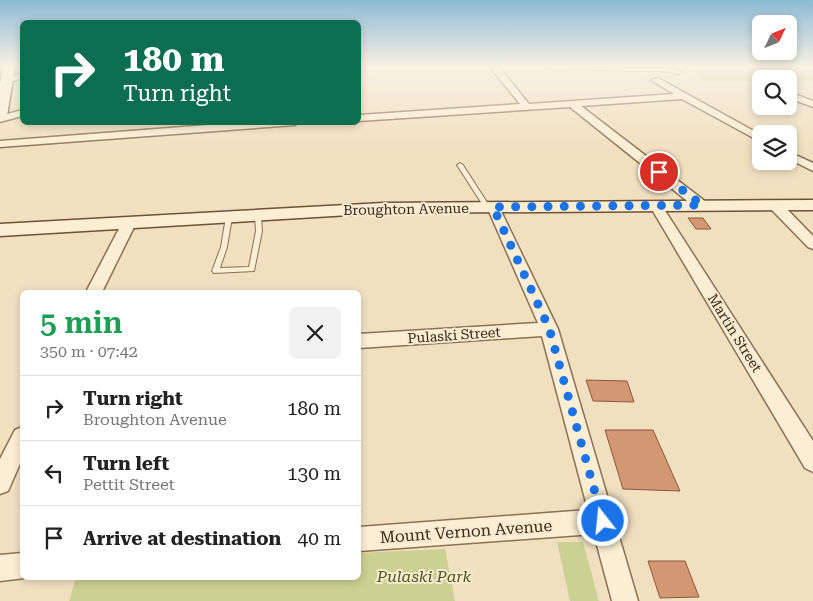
<!DOCTYPE html>
<meta charset="utf-8">
<style>
body{margin:0;font-family:"Roboto Serif",serif;background:#f2f2f2;color:#222;height:100vh;display:flex;flex-direction:column;font-size:19px;white-space:nowrap}
*{box-sizing:border-box;margin:0}
p{font-size:16px;color:#767676}
.icon{flex:none;width:28px;height:28px;fill:none;stroke:currentColor;stroke-width:2;stroke-linecap:round;stroke-linejoin:round}
.map{position:relative;flex:1;overflow:hidden}
.panel{position:absolute;left:20px;top:290px;width:341px;height:290px;display:flex;flex-direction:column;background:#fff;border-radius:8px;box-shadow:0 2px 8px #0003}
.panel>*{flex:none}
.top-card{position:absolute;left:20px;top:20px;width:341px;height:105px;border-radius:8px;box-shadow:0 2px 8px #0003;background:#0b6e4f;color:#fff;overflow:hidden}
.needle{width:32px;rotate:47deg}
.fabs{position:absolute;left:752px;top:15px;display:grid;gap:10px}
.fabs a{display:grid;place-items:center;width:45px;height:45px;border-radius:8px;background:#fff;box-shadow:0 2px 8px #0003;font-size:25px}
.pin{position:absolute;display:grid;place-items:center;width:42px;height:42px;color:#fff;margin:-21px;border:2px solid #fff;border-radius:50%;box-shadow:0 1px 5px #0007}
.me{position:absolute;width:55px;margin:-28px;rotate:344deg;stroke-linejoin:round;filter:drop-shadow(0 0 4px #0008)}
.turn{display:flex;align-items:center;gap:18px;height:105px;padding:0 20px;font-size:22px}
.turn .icon{width:65px;height:65px;stroke-width:2.5}
.turn b{display:block;font-size:35px;line-height:42px}
.round{display:grid;place-items:center;flex:none;width:52px;height:52px;border-radius:8px;background:#f2f2f2}
.overview{display:flex;align-items:center;justify-content:space-between;height:85px;padding:0 20px}
h1{font-size:30px;font-weight:600;line-height:38px;color:#1e9e55}
ul{padding:0;list-style:none}
li{display:flex;align-items:center;gap:15px;height:65px;padding:0 20px;border-top:1px solid #e0e0e0}
li div{flex:1}
li b{display:block;font-size:19px}
li em{font-style:normal}
.map>svg:first-child{display:block}
.green{fill:#cbd093}
.building{fill:#d29773;stroke:#8c583b}
.lines{fill:none;stroke-linecap:round;stroke-linejoin:round}
.lane-casing{stroke:#8b7156;stroke-width:2}
.street-casing{stroke:#8b7156;stroke-width:3}
.secondary-casing{stroke:#6d513a;stroke-width:3}
.lane{fill:#fbeed3;fill-rule:evenodd}
.street{fill:#fbeed3;fill-rule:evenodd}
.secondary{fill:#fbeed3;fill-rule:evenodd}
.route{stroke:#1a73e8;stroke-width:9;stroke-dasharray:0 16.2}
.labels{text-anchor:middle;stroke-width:4;stroke-linejoin:round;paint-order:stroke}
.street-label{font-size:14px;fill:#39291c;stroke:#f8ebd0}
.near-street-label{font-size:16px;fill:#39291c;stroke:#f8ebd0}
.near-park-label{font-size:16px;font-style:italic;fill:#4c5721;stroke:#f8ebd0}
</style>
<div class="map">
<svg width="813" height="601" viewBox="0 0 813 601">
<rect width="100%" height="100%" fill="#f1e0c0"/>
<!-- green -->
<path class="green" d="M690,67H813V81L761,79V81H702Z
M557,542H583L599,601H570Z
M445,549L455,601H69L76,578H359V553Z"/>
<!-- building -->
<path class="building" d="M688,218H703L711,229H696Z
M586,380L627,381L634,402L593,401Z
M605,430H653L680,491L623,489Z
M648,561H685L699,597L660,598Z"/>
<g class="lines">
<!-- lane casing -->
<g class="lane-casing">
<path id="lane" d="M460,163L463,165L490,207L489,208H485L484,207L457,165Z
M258,214L261,216L262,231L254,271L214,273L212,271L221,247L226,217L229,215L232,217L227,247L220,268L249,267L256,231L255,216Z"/>
</g>
<!-- street casing -->
<g class="street-casing">
<path id="street" d="M490,67H499L529,104L674,94L651,80L658,78L761,135V142L682,99L581,106L706,202L707,205L701,209L696,208L570,107L359,121V115L520,104Z
M547,67H669L682,72L678,74L666,71L551,69Z
M22,73V78L8,83L4,80Z
M789,92L813,101V107L789,98Z
M22,110V116L0,122V116Z
M248,122H300L295,125L0,147V141Z
M789,152L813,163V171L789,159Z
M775,201L780,202L813,236V249L808,247L770,208L769,205Z
M656,202L662,206L813,441V472L805,468L650,206Z
M493,203L499,207L558,329L638,601H612L594,534L359,551V527L588,510L542,336L359,348V334L538,323L487,207Z
M129,219L136,223L102,292H86L122,223Z
M22,427V459L8,491L0,494V459L15,430Z
M22,553V578H25L0,581V555Z"/>
</g>
<!-- secondary casing -->
<g class="secondary-casing">
<path id="secondary" d="M3,67H15L7,116L0,120V83Z
M813,200V210L383,213L0,236V224L383,203Z"/>
</g>
<!-- lane -->
<use href="#lane" class="lane"/>
<!-- street -->
<use href="#street" class="street"/>
<!-- secondary -->
<use href="#secondary" class="secondary"/>
</g>
<!-- sky -->
<linearGradient id="sky" x2="0" y2="1"><stop stop-color="#8cbad5"/><stop offset="0.44" stop-color="#f9f1e3"/><stop offset="1" stop-color="#f9f1e3" stop-opacity="0"/></linearGradient>
<rect width="813" height="151" fill="url(#sky)"/>
<g class="lines">
<!-- route -->
<path class="route" d="M603,521L549,328L493,207L702,205L659,172"/>
</g>
<g class="labels">
<!-- street labels -->
<g class="street-label">
<text transform="translate(406 209) rotate(-1)" y="5">Broughton Avenue</text>
<text transform="translate(735 333) rotate(58)" y="5">Martin Street</text>
<text transform="translate(454 335) rotate(-4)" y="5">Pulaski Street</text>
</g>
<!-- near-street labels -->
<g class="near-street-label">
<text transform="translate(466 531) rotate(-4)" y="6">Mount Vernon Avenue</text>
</g>
<!-- near-park labels -->
<g class="near-park-label">
<text x="424" y="582">Pulaski Park</text>
</g>
</g>
</svg>
<div class="fabs">
<a><svg class="needle" viewBox="-14 -14 28 28"><path d="M0-13l5 13h-10z" fill="#e53935"/><path d="M0 13l5-13h-10z" fill="#767676"/></svg></a>
<a><svg class="icon" aria-label="search" viewBox="0 0 24 24"><circle cx="10" cy="10" r="6"/><path d="M15 15l6 6"/></svg></a>
<a><svg class="icon" aria-label="layers" viewBox="0 0 24 24"><path d="M12 4l9 5-9 5-9-5zM3 14l9 5 9-5"/></svg></a>
</div>
<div class="pin" style="left:659px;top:172px;background:#d93025"><svg class="icon" aria-label="arrive" viewBox="0 0 24 24"><path d="M6 21V4h12l-3 4 3 4H6"/></svg></div>
<svg class="me" style="left:603px;top:521px" viewBox="-20 -20 40 40"><circle r="17" fill="#1a73e8" stroke="#fff" stroke-width="3"/><path d="M0-11L8 9 0 5-8 9z" fill="#fff"/></svg>
<div class="top-card">
<div class="turn"><svg class="icon" aria-label="right" viewBox="0 0 24 24"><path d="M7 20v-9h11M14 6l5 5-5 5"/></svg><div><b>180 m</b>Turn right</div></div>
</div>
<section class="panel">
<div class="overview"><div><h1>5 min</h1><p>350 m · 07:42</p></div><a class="round"><svg class="icon" aria-label="close" viewBox="0 0 24 24"><path d="M6 6l12 12M18 6L6 18"/></svg></a></div>
<ul>
<li><svg class="icon" aria-label="right" viewBox="0 0 24 24"><path d="M7 20v-9h11M14 6l5 5-5 5"/></svg><div><b>Turn right</b><p>Broughton Avenue</p></div><em>180 m</em></li>
<li><svg class="icon" aria-label="left" viewBox="0 0 24 24"><path d="M17 20v-9H6M10 6l-5 5 5 5"/></svg><div><b>Turn left</b><p>Pettit Street</p></div><em>130 m</em></li>
<li><svg class="icon" aria-label="arrive" viewBox="0 0 24 24"><path d="M6 21V4h12l-3 4 3 4H6"/></svg><div><b>Arrive at destination</b></div><em>40 m</em></li>
</ul>
</section>
</div>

==============================

Please copy out each line of the data in which the word "overflow" occurs.

.map{position:relative;flex:1;overflow:hidden}
.top-card{position:absolute;left:20px;top:20px;width:341px;height:105px;border-radius:8px;box-shadow:0 2px 8px #0003;background:#0b6e4f;color:#fff;overflow:hidden}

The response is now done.